:: Work item ::
How many separate lines of the data contain "hand"? Give the count and nothing else.
»»
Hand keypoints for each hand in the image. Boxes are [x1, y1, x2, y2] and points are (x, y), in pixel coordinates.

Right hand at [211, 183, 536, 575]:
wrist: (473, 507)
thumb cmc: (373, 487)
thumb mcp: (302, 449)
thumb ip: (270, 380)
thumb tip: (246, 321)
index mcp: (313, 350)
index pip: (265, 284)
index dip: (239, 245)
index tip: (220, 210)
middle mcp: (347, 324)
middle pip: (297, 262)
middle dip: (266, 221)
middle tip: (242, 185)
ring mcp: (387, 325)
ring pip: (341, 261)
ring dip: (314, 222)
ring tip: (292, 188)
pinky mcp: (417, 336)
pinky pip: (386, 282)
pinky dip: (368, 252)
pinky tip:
««
:: Response to this task ::
2